Masanobu Nishida scite author profile

1. Glucose transporter (GLUT) proteins, one of which is the major insulin-responsive transporter GLUT4, play a crucial role in cellular glucose uptake and glucose homeostasis in mammals. The aim of this study was to identify the extent of mRNA expression of GLUT1, GLUT2, GLUT3 and GLUT8 in chickens intrinsically lacking GLUT4. 2. GLUT1 mRNA was detected in most tissues of 3-week-old broiler chickens, with the highest expression measured in brain and adipose tissue. GLUT2 was expressed only in the liver and kidney. GLUT3 was highly expressed in the brain.

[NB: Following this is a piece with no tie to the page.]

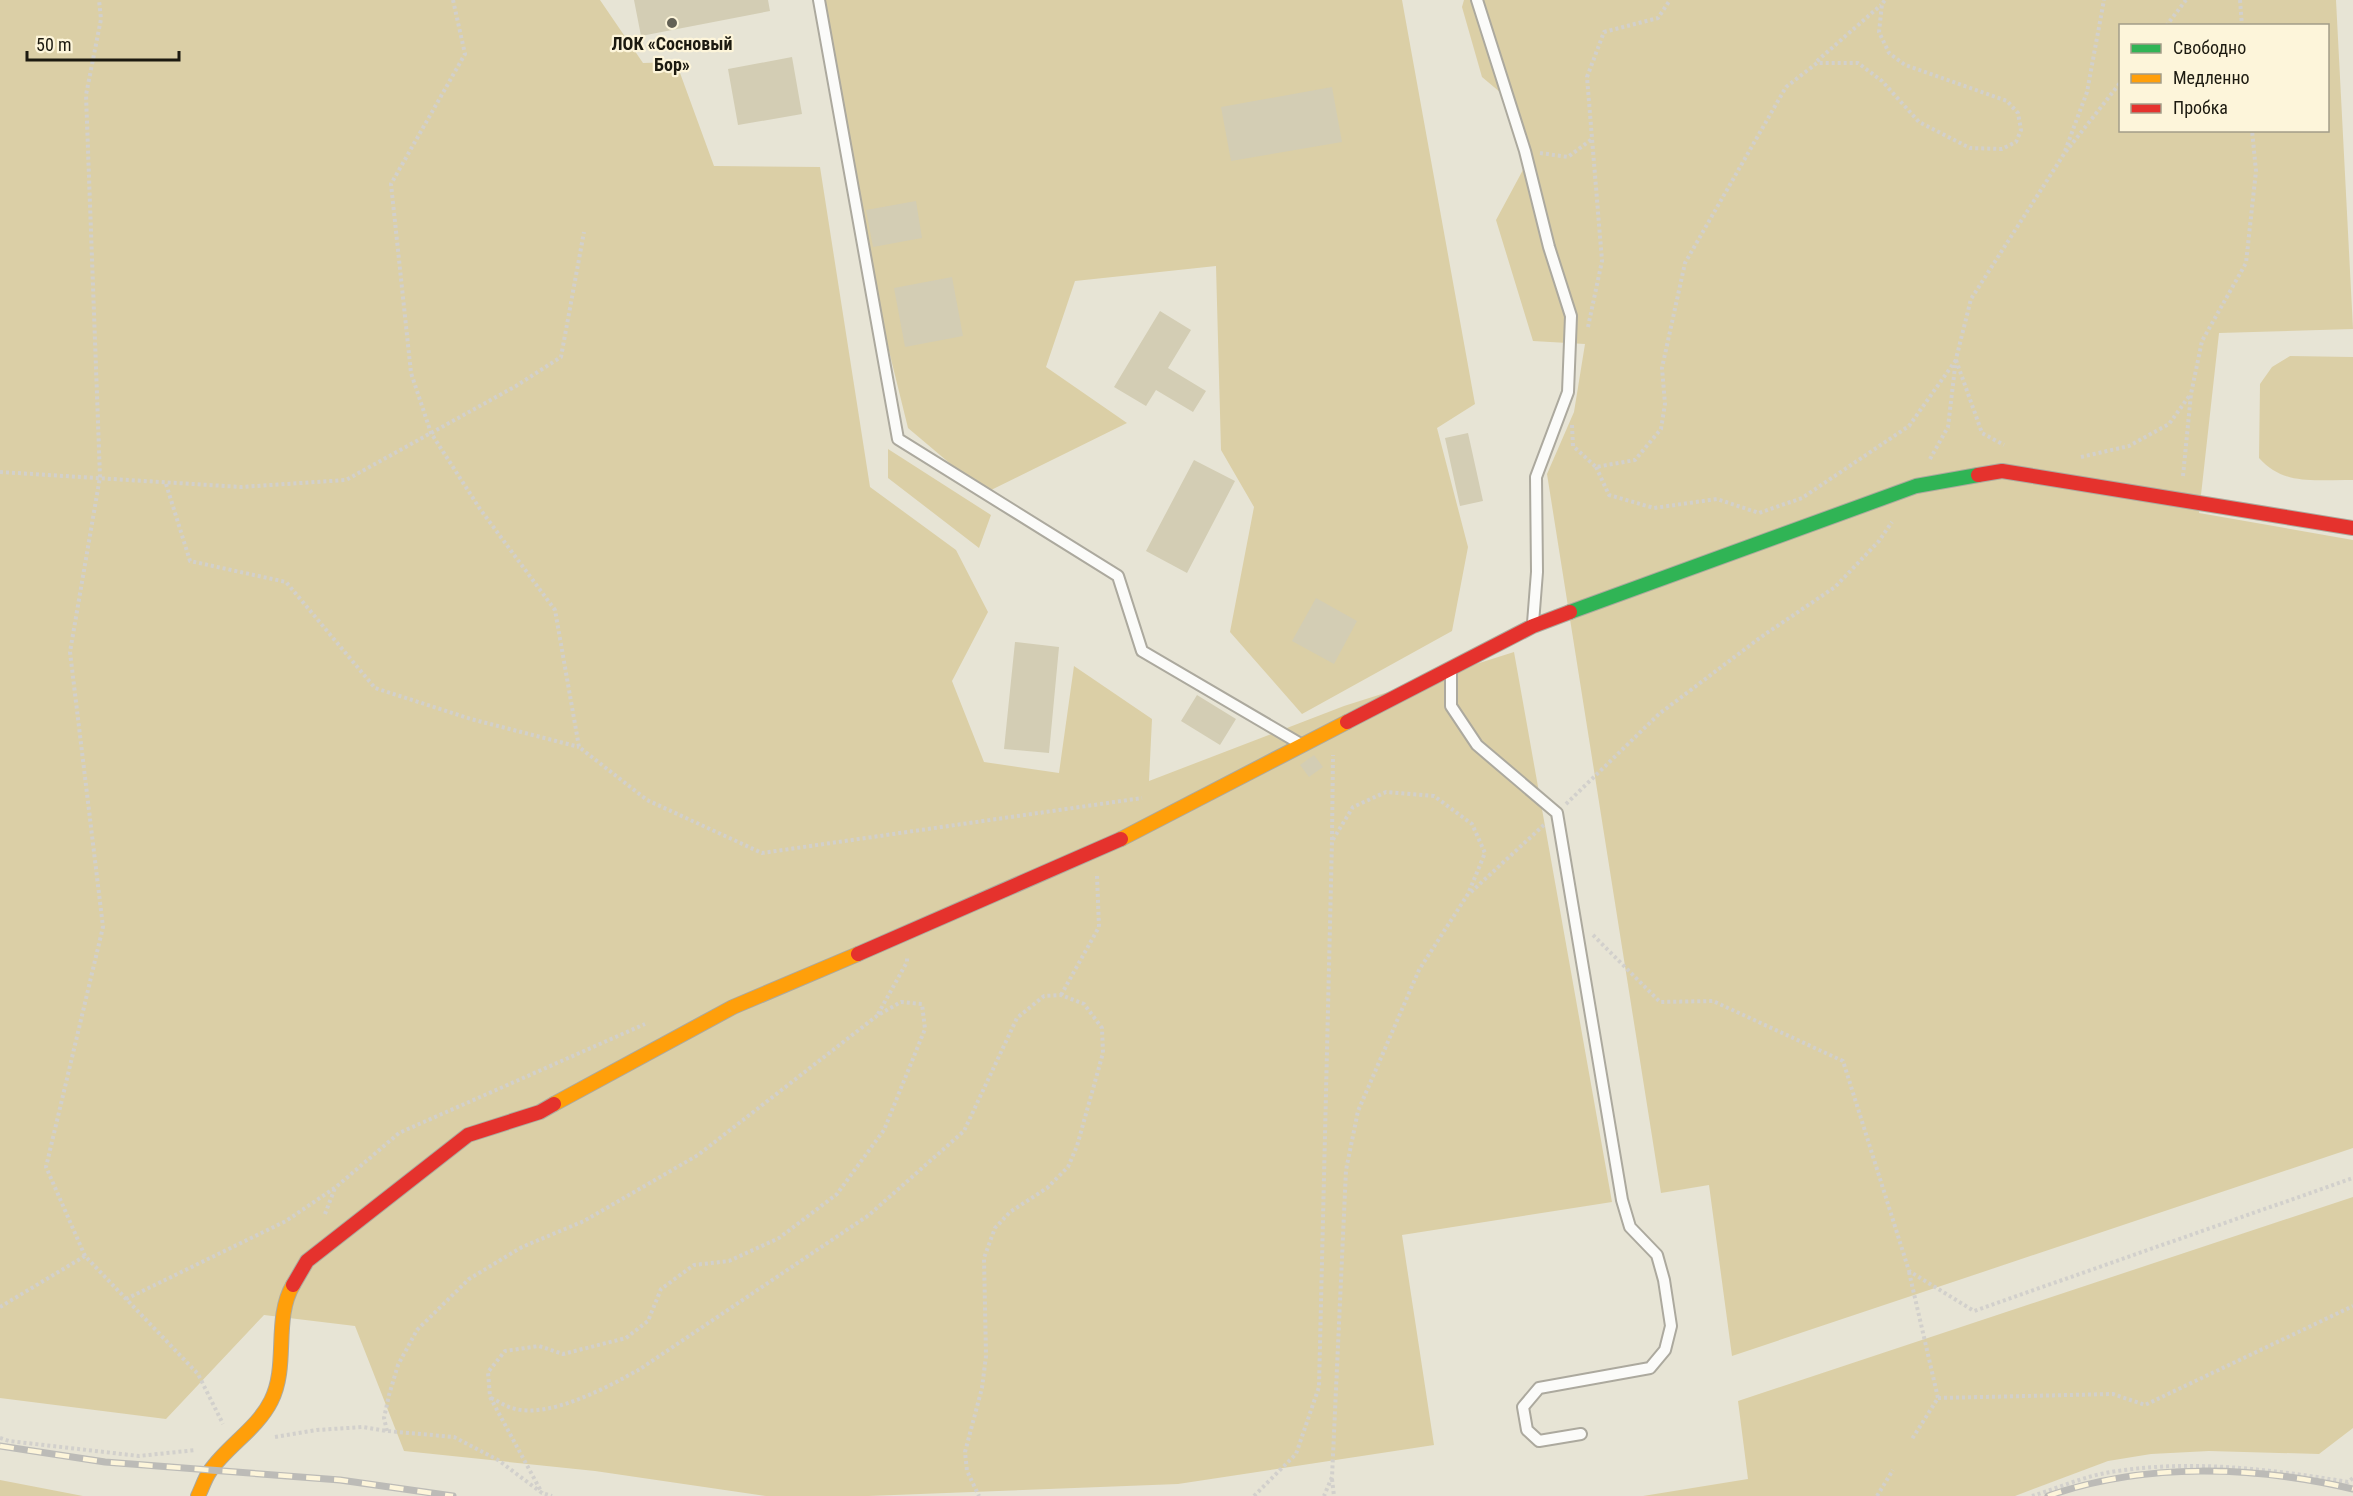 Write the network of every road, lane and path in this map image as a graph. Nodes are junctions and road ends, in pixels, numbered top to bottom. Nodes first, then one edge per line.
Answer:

GLUT8 was expressed ubiquitously, with expression in kidney and adipose tissue relatively higher than that of other tissues. 3. Expression levels of GLUT isoforms 1, 3 and 8 in skeletal muscle tissue were very low compared to the other tissues tested. 4. [3H]Cytochalasin B binding assays on tissue from 3-week-old chickens showed that the number of cytochalasin B binding sites in skeletal muscle plasma membranes was higher than in liver plasma membranes. These results suggest that GLUT proteins and/or GLUT-like proteins that bind cytochalasin B are expressed in chicken skeletal muscles. 5. It is proposed that GLUT expression and glucose transport in chicken tissues are regulated in a manner different from that in mammals.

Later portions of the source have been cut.